The president of SpaceX, Elon Musk's space company, says it will aim to resume flights in November after its Falcon 9 rocket exploded on the launch pad during a Sept. 1 fuel test in Cape Canaveral, Fla.

"We're anticipating … being down for about three months, getting back to flight in the November timeframe," said Gwynne Shotwell, president and chief operating offer of Space X, at a satellite industry conference in Paris on Tuesday, according to Reuters.

SpaceX has not said how much damage the explosion caused in financial terms, though the Israeli communications satellite that it had planned to hoist into orbit – also destroyed by the launch pad fire – was worth about $200 million. The customer for the return mission, set to take place at NASA's Kennedy Space Center, has not yet been named, but a director of planning at the KSC told Reuters that the Center was "confident that SpaceX will understand and recover from what happened."

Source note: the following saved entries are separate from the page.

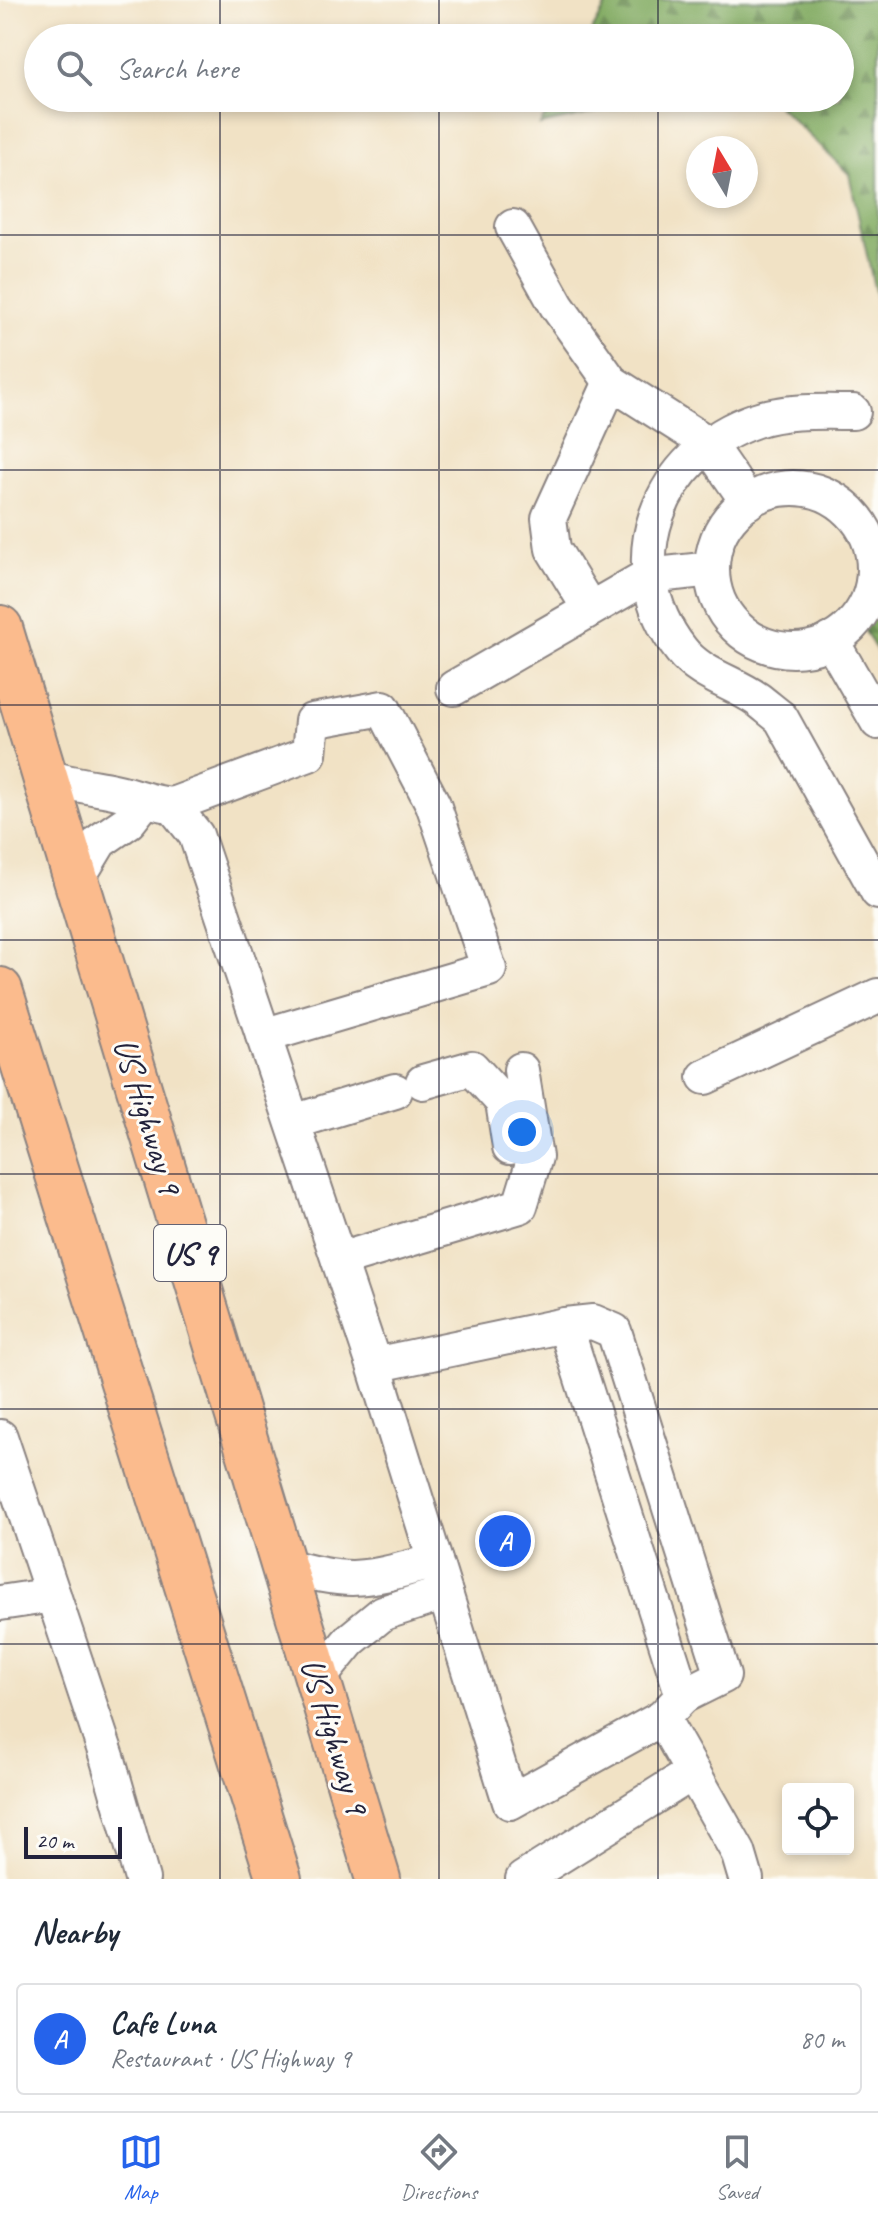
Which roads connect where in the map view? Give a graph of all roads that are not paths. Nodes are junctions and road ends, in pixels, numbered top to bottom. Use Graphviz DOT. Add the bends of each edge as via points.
graph roads {
  1 [pos="513,227"];
  2 [pos="611,382"];
  3 [pos="853,412"];
  4 [pos="707,443"];
  5 [pos="748,502"];
  6 [pos="712,569"];
  7 [pos="648,576"];
  8 [pos="590,609"];
  9 [pos="0,628"];
  10 [pos="831,640"];
  11 [pos="454,688"];
  12 [pos="878,722"];
  13 [pos="45,777"];
  14 [pos="158,804"];
  15 [pos="77,879"];
  16 [pos="878,892"];
  17 [pos="0,990"];
  18 [pos="878,996"];
  19 [pos="263,1036"];
  20 [pos="521,1070"];
  21 [pos="705,1077"];
  22 [pos="293,1122"];
  23 [pos="520,1206"];
  24 [pos="339,1260"];
  25 [pos="565,1325"];
  26 [pos="374,1365"];
  27 [pos="0,1437"];
  28 [pos="435,1561"];
  29 [pos="283,1565"];
  30 [pos="445,1593"];
  31 [pos="53,1595"];
  32 [pos="0,1603"];
  33 [pos="318,1679"];
  34 [pos="673,1707"];
  35 [pos="692,1773"];
  36 [pos="142,1879"];
  37 [pos="279,1879"];
  38 [pos="378,1879"];
  39 [pos="523,1879"];
  40 [pos="746,1879"];
  1 -- 2 [label="street" via="557,306"];
  2 -- 4 [label="street"];
  2 -- 8 [label="street" via="549,518 553,549"];
  3 -- 4 [label="street" via="757,420"];
  4 -- 5 [label="street"];
  4 -- 7 [label="street" via="672,480 654,516"];
  5 -- 6 [label="street" via="720,533"];
  5 -- 10 [label="street" via="779,489 804,488 839,503 865,531 873,555 872,589 862,612"];
  6 -- 7 [label="street"];
  6 -- 10 [label="street" via="721,607 757,642 807,649"];
  7 -- 8 [label="street"];
  7 -- 16 [label="street" via="658,612 681,651 781,718"];
  8 -- 11 [label="street"];
  9 -- 13 [label="highway, US Highway 9 / US 9"];
  10 -- 12 [label="street"];
  13 -- 14 [label="street"];
  13 -- 15 [label="highway, US Highway 9 / US 9"];
  14 -- 15 [label="street" via="100,841"];
  14 -- 19 [label="street" via="196,835"];
  14 -- 19 [label="street" via="309,754 312,721 383,708 433,804 489,969"];
  15 -- 29 [label="highway, US Highway 9 / US 9"];
  17 -- 37 [label="highway"];
  18 -- 21 [label="street"];
  19 -- 22 [label="street"];
  20 -- 23 [label="street" via="535,1157"];
  22 -- 23 [label="street" via="472,1068 503,1102"];
  22 -- 24 [label="street"];
  23 -- 24 [label="street"];
  24 -- 26 [label="street"];
  25 -- 26 [label="street"];
  25 -- 34 [label="street"];
  25 -- 34 [label="street" via="593,1322 614,1331 723,1676"];
  26 -- 28 [label="street"];
  27 -- 31 [label="street"];
  28 -- 29 [label="street" via="364,1580 327,1578"];
  28 -- 30 [label="street"];
  29 -- 33 [label="highway, US Highway 9 / US 9"];
  30 -- 33 [label="street" via="383,1613 350,1640"];
  30 -- 34 [label="street" via="510,1802"];
  31 -- 32 [label="street"];
  31 -- 36 [label="street"];
  33 -- 38 [label="highway, US Highway 9 / US 9"];
  34 -- 35 [label="street"];
  35 -- 39 [label="street"];
  35 -- 40 [label="street" via="738,1852"];
}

The quick return to the launch pad is characteristic of the company that has continued to push hard to stay well out in front of potential competitors in the spaceflight business. As The Christian Science Monitor reported on Monday, SpaceX is about five years older than Blue Origin, the aerospace company owned by Jeff Bezos:

That means it's much farther ahead in developing a reusable rocket, considered the top priority for commercial spaceflight companies that are trying to lower costs. SpaceX already has built a vibrant spaceflight business, with hundreds of millions of dollars-worth of contracts secured to deliver cargo for NASA to the International Space Station and communications satellites into orbit for commercial customers. The company was supposed to start shuttling astronauts to the space station next year, but all activity has been put on hold while SpaceX and federal agencies investigate the Sept. 1 explosion.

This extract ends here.